Этноязыковой триггер эффективен в воспроизводстве этнополитической напряженности и конфликтов. Наглядным примером может служить актуализированный сегодня украинский кейс этнополитического конфликта. Различия между языковым триггером для внешнеполитического и внутригосударственного применения наглядны. Главное отличие можно определить на материалах междисциплинарного исследования проблемы, осуществленного группой казанских ученых в 2020-2022 гг. в рамках программы РАН. Исследование этноязыкового триггера конфликта - проблема в рамках современных международных отношений в плане сохранения и развития безопасности государства. Угрозой для нее может стать прямое управление государством со стороны внешних политических акторов с целью регулирования внутреннего языкового конфликта на стороне одного из его участников.

Еще

Этноязыковой триггер, украинский кейс, этнополитический конфликт, национальная безопасность государства, междисциплинарное исследование, внешнее управление государством

Короткий адрес: https://sciup.org/170194558

IDR: 170194558   |   DOI: 10.31171/vlast.v30i3.9038

Текст научной статьи Этноязыковой триггер в формировании внутренних и внешних конфликтов государства

Тому мы наблюдаем массу примеров только за последний век истории человечества: достаточно вспомнить значимость языкового триггера в конфликтах, порожденных «парадом суверенитетов» 1990-х гг. на волне распада СССР, языковые противоречия в республиках Российской Федерации в 2017–2018 гг., языковую ситуацию постоянной напряженности в Индии с ее порядка 1 650 языками и диалектами (особенно кризис 1965–1967 гг.), ситуацию вокруг двуязычия в Канаде; обстановку в Каталонии, на Балканах, Кипре и во множестве других регионов, где языковой триггер оказывается конфликтообразующим.

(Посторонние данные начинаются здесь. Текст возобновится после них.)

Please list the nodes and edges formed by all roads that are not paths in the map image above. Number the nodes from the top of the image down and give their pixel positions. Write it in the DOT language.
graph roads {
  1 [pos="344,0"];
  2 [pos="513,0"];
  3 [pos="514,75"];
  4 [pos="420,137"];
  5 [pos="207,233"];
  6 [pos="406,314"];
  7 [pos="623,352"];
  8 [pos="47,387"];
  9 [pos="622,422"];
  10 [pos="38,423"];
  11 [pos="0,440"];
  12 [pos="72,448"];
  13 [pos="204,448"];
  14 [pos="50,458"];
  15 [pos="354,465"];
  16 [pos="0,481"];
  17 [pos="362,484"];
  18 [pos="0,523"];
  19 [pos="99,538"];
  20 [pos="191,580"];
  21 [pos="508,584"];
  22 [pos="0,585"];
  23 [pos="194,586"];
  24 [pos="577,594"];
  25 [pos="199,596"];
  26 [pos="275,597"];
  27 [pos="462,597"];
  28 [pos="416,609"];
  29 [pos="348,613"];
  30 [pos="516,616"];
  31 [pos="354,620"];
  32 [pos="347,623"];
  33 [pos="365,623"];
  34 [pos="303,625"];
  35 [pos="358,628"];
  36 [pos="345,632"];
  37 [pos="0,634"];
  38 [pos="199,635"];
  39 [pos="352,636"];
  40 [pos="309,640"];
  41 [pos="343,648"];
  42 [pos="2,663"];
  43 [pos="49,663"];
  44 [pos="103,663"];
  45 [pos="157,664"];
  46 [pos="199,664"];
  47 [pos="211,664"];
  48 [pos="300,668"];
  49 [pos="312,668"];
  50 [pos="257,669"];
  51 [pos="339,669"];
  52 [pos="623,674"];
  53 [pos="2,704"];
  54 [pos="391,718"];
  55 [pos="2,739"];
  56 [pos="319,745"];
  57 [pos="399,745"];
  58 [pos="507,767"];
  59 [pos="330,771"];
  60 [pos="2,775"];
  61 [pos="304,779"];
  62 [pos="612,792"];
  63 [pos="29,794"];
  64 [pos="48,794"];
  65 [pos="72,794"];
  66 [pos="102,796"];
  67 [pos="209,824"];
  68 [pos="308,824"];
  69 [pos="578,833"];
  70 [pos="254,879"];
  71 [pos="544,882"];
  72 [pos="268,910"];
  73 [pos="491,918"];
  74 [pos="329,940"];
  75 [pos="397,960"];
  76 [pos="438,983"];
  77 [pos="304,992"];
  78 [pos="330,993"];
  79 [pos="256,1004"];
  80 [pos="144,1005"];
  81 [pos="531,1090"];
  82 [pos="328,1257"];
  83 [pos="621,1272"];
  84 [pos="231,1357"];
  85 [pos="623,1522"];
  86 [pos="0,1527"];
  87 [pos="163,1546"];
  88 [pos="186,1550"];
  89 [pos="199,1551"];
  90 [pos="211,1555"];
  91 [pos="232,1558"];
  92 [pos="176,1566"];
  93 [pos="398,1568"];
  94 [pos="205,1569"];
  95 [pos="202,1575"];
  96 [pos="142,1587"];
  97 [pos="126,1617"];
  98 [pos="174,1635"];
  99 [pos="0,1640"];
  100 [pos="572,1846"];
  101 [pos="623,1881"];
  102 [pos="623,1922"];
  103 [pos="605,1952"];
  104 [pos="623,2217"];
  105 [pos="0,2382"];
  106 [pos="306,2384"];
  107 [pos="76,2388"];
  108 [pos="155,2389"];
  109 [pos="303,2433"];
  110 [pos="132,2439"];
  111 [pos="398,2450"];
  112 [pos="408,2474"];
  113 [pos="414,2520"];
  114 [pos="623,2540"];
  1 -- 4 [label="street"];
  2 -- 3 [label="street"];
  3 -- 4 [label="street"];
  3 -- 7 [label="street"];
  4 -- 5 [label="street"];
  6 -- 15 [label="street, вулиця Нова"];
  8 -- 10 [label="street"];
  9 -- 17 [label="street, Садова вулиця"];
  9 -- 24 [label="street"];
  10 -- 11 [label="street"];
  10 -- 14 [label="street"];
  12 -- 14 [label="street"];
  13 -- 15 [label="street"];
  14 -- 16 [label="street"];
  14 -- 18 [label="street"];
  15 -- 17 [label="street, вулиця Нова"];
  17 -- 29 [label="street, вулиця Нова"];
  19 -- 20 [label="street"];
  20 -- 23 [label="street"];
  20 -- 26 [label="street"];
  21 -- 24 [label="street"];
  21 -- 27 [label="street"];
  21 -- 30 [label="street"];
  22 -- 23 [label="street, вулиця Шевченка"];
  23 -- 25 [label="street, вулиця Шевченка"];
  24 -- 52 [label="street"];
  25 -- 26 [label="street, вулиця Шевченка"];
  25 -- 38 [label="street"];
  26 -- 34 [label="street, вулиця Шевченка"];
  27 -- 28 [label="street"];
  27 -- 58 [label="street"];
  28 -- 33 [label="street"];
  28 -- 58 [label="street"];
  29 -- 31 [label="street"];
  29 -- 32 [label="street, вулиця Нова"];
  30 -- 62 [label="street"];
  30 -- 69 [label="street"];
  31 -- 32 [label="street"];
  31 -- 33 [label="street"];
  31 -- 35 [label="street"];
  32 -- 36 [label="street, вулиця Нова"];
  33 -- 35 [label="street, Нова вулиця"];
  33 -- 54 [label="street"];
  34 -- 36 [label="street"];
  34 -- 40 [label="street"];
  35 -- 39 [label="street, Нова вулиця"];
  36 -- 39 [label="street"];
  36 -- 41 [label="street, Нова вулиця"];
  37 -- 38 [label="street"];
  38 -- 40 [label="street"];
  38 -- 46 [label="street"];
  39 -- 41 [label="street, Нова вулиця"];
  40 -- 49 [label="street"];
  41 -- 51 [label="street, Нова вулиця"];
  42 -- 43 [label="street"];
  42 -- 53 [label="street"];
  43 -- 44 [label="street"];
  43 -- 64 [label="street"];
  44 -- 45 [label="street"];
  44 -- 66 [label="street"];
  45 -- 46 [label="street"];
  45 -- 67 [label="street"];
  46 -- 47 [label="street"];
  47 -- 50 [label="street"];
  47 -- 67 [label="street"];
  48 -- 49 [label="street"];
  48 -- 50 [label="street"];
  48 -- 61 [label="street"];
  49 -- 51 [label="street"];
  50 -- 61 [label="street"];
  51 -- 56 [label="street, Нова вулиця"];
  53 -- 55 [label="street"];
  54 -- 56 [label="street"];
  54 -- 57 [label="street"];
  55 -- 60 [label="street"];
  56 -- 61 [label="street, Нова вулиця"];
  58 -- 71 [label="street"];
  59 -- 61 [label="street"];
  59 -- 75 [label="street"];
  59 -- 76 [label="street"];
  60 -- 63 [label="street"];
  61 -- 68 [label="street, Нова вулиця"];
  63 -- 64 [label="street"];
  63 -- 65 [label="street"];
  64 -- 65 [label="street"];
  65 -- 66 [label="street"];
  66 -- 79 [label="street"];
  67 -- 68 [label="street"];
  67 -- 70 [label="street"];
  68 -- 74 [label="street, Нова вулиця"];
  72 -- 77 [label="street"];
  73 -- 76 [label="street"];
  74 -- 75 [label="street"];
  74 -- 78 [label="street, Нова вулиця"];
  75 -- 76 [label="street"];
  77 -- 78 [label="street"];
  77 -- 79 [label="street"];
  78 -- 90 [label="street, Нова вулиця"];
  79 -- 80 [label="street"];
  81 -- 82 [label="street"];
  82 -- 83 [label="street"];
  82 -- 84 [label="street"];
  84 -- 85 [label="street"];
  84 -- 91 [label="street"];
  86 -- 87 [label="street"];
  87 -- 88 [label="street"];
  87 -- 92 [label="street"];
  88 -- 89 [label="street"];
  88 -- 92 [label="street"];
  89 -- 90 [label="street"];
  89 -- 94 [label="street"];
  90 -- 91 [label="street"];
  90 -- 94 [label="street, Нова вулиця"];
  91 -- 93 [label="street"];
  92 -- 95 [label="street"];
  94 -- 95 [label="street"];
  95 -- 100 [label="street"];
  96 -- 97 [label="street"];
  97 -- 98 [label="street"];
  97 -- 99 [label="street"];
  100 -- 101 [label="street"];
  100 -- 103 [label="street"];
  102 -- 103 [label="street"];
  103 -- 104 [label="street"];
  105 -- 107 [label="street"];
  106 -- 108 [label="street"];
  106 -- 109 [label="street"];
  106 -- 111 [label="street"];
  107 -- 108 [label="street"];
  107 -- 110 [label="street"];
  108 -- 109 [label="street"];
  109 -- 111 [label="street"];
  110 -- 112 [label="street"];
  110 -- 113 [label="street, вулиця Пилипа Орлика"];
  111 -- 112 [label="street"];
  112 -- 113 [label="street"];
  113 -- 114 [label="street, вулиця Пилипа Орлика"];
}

Наиболее используемой технология запуска этноязыкового триггера становится в последние десятилетия. Причин этому видится несколько: во-первых, ослабление роли части языков так называемых малочисленных народов (например, по данным проекта «Языки под угрозой исчезновения»1, ряд языков РФ, фигурирующих в ситуации языковой напряженности 2017– 2018 гг., являются вымирающими); во-вторых, глобализационные аспекты, все более стимулирующие население планеты к изучению вместо родных так называемых языков международного общения (в этом контексте, учитывая демографический фактор, в ближайшем будущем можно спрогнозировать противостояние, например, английского, испанского и китайского языков); в-третьих, становящийся все более заметным передел полярности мира в большинстве случаев базируется на конфликтах «цветных революций» и «гибридных войн», инициируемых часто именно этноязыковым триггером для ускорения и «эффективности» процесса раскола общества на определенной территории.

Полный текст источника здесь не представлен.